27 abr. 2010

ALTAZOR 2010: UN CÓCTEL POR LA MÚSICA CHILENA

La impopularidad y falta de convocatoria de los premios Altazor es el mejor ejemplo del lejano y triste rol de la música en nuestra sociedad. Una premiación que sólo alimenta el ego de una clase acomodada que controla el directorio de la organización (SCD) que no importan al gran público ni a los interesados en la música.
"Los Premios son decididos por un Colegio de Premiación cuyos integrantes son exclusivamente autores, artistas y realizadores artísticos" dice la SCD, y el concepto es "los pares premian a sus pares". Pero lo que más se recuerda del evento es el cóctel, para el encuentro entre sellos, estrellitas musicales y reporteros sin pauta.

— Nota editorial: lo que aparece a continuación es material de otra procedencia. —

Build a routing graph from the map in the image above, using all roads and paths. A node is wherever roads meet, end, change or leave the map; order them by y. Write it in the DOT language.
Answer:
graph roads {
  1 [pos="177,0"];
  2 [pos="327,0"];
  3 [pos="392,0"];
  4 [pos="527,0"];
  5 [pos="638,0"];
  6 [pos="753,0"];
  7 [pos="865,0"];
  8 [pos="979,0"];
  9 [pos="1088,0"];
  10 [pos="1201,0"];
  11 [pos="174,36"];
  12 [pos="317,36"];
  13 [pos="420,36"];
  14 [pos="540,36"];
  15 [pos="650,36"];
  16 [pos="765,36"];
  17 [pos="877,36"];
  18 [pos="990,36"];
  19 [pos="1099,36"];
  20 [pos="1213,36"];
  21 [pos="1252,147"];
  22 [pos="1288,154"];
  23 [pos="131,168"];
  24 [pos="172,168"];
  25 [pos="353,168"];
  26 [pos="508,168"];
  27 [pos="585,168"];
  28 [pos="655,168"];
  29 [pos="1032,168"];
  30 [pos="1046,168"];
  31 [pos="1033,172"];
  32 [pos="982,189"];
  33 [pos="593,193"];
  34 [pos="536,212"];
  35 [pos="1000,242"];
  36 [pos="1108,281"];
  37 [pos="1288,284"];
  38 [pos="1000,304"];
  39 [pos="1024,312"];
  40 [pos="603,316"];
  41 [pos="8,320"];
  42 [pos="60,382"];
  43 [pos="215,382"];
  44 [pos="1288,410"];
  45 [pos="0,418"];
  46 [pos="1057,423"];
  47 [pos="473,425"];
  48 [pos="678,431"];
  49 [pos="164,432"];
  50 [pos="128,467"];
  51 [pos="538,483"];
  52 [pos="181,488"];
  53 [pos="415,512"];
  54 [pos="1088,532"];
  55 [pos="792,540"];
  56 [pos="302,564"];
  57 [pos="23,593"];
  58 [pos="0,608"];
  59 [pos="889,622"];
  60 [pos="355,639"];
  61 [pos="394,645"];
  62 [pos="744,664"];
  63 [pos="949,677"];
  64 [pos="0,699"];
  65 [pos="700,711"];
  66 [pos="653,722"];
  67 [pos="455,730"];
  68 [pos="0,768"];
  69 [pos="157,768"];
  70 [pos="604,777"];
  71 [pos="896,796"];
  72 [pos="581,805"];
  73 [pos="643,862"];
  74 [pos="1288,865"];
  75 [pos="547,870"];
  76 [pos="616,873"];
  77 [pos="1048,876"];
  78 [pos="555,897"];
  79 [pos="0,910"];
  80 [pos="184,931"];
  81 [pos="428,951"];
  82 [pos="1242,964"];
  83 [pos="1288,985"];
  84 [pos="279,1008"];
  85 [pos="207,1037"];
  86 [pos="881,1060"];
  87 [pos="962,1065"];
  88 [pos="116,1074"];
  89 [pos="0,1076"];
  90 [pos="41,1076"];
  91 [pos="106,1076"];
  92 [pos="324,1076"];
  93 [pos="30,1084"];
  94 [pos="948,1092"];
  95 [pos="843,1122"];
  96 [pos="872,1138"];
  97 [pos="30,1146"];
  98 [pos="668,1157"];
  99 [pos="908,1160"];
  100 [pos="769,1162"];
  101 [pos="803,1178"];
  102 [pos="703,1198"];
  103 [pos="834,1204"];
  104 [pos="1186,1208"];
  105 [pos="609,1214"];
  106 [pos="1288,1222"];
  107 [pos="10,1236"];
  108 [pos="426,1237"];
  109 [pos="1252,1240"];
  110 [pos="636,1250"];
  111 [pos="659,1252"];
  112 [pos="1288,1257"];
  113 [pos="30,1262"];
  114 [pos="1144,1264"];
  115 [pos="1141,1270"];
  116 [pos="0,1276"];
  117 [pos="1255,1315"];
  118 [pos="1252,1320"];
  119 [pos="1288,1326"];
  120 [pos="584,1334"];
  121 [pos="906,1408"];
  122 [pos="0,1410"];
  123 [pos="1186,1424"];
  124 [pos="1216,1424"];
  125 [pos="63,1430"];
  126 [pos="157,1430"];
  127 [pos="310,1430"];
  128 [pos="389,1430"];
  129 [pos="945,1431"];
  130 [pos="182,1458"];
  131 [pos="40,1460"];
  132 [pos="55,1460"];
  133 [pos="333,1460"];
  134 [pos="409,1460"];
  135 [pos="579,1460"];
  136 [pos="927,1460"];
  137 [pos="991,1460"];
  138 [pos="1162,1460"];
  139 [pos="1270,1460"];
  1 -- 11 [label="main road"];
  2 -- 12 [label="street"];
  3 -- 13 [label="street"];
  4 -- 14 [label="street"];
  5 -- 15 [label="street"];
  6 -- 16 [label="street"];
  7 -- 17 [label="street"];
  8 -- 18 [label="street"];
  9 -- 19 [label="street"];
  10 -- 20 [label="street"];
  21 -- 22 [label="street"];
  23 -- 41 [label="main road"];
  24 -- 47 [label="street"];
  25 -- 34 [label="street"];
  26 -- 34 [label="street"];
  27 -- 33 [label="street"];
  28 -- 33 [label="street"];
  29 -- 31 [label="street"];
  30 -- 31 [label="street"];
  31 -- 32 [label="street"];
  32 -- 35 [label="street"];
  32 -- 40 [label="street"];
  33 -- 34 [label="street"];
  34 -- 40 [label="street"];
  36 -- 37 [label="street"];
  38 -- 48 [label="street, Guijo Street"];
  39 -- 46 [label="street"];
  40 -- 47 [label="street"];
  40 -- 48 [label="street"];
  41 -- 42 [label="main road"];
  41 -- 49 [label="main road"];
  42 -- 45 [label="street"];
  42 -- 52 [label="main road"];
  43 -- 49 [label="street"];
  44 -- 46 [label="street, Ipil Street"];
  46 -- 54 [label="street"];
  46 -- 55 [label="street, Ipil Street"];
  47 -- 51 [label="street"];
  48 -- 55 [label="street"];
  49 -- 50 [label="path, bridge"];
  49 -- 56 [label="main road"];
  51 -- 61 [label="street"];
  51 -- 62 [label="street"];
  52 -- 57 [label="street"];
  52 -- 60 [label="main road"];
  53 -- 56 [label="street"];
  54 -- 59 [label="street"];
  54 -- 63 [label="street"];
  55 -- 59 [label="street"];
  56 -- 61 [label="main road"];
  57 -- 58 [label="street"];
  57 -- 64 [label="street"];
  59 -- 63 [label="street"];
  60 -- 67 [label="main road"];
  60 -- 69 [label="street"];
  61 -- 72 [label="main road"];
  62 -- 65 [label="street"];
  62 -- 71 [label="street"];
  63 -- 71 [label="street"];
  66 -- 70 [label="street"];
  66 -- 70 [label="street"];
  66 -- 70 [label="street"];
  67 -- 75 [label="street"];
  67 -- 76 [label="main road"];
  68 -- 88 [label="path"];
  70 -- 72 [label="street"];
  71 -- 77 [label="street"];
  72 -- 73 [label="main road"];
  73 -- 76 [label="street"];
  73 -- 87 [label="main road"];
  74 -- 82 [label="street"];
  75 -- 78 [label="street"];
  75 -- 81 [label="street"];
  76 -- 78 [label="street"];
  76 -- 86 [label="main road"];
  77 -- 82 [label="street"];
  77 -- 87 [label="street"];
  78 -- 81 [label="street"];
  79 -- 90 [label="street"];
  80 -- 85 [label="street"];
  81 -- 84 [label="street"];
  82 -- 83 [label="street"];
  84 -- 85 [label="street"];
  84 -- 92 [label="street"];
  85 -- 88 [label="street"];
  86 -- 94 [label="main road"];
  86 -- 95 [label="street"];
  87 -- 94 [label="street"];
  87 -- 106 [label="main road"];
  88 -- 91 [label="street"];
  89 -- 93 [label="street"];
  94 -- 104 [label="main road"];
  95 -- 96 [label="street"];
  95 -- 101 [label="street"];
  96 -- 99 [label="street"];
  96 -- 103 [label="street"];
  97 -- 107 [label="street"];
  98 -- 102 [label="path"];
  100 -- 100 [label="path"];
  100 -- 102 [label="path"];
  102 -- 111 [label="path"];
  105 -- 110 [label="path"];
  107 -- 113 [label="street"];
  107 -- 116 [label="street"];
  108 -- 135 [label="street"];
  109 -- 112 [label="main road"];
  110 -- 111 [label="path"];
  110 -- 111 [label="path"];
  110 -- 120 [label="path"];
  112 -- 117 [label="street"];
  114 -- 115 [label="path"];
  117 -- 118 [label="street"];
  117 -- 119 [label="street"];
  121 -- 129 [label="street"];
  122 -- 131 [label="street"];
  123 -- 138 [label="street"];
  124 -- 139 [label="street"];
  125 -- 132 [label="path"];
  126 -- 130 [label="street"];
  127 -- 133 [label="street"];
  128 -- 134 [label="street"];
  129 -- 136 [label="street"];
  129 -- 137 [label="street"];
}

Y no es que está sea la premiación más importante para los artistas, sólo que es la única.
Poca representación popular e incluso tremendas incógnitas artísticas en muchos de las obras nominadas, que por una u otra razón aparecen en la selección. Pero ninguna obra vende un ticket o un disco más por ganar un Altazor, la influencia del galardón dura los 30 segundos que el ganador tiene para decir lo que quiera por tv abierta, en una ceremonia que tiene menos glamour y arte que graduación de cuarto medio.
Un premio asignado entre colegas musicales no le importa a nadie más que al ganador, que por último podría colgar un galardón en su mueble preferido, porque quizás sea lo único y más tangible que reciba en toda su trayectoria. Pero en la realidad, en el verdadero mundo de la música los únicos que premian son el público, el que honestamente le entrega aplausos, paga una entrada y valora alguna de sus obras.
Ese grupito de artistas que se premia entre ellos tiene muy poca relación con la gente común y las corrientes musicales que se viven, sólo se representan a ellos mismos y a su clase 'artística', amparada en un sindicato de músicos que pasan más tiempo en el Congreso que haciendo conciertos.
Este tipo de eventos intracendentes sólo sirven como datos para distraernos e identificar todo eso que aún falta reconocer y cambiar, como saber que en Chile ha sucedido y pasa mucha más música de la que alcanzamos a reconocer, y que probablemente ignoramos por la falta de interés o porque en los intereses de otros está hacernos creer que lo mejor de la música chilena está reconocida en un evento como este.
En los Altazor donde sólo los votan los 'pares', entre artistas que quizás jamás se han escuchado o compartido en vivo, salvo en las reuniones del sindicato. Por eso el 2009 ganó Alexis Venegas en una categoría que aparecía 'Témpera' de Manuel García, sino no se explica la falta. Y por eso este año aparece una banda como Difuntos Correa junto a Américo y De Kiruza en la categoría 'Pop' (VER NOMINADOS). Y para tener en consideración, el premio lo han ganado Fernando Ubiergo (2001), Eduardo Gatti (2003), Cecilia Echeñique (2002 y 2004), Quique Neira (2006), Denisse Malebrán (2008) todos miembros del directorio de la Sociedad del Derecho de Autor, lo que no debería ser impedimento para no ser nominado y ganar, pero no dejar de ser curiosa la relación entre los artistas que votan, nominados y compañeros de gremio en el sindicato (entre quienes votan están Claudio Narea, Angelo Pierattini, Pablo Ilabaca, Magdalena Matthey, Claudio Carrizo, Soledad Guerrero, Pablo Herrera, Keko Yunge cercanos al directorio SCD).
Los Altazor tienen muy poco que ver con la música, con lo que está pasando en verdad, porque es un error tratar de vestir de glamour a una escena que no la tiene, tampoco es un evento trascendental ni más influyente que otro, aunque nos insistan que es el "premio más importante" mientras no existe otro. Y da lo mismo quién gane este año y el próximo, si tampoco importa quién ganó el año anterior. Pero hasta cuándo nos va a tratar de hacer creer algo que no es, o de engañar a la gente a través de la televisión y los medios que cubren (más bien, copian los comunicados sin un grado de duda) que está es la música chilena 'del año', porque no necesariamente lo es, y quizás tampoco lo será.
Si quieren premiarse entre pares los músicos deberían ir más a conciertos y pagar la entrada para ver a su 'par', esa es la única verdad que importa antes y después de todo esto. A la música no basta con sólo regalarle premios, hay que vivirla también.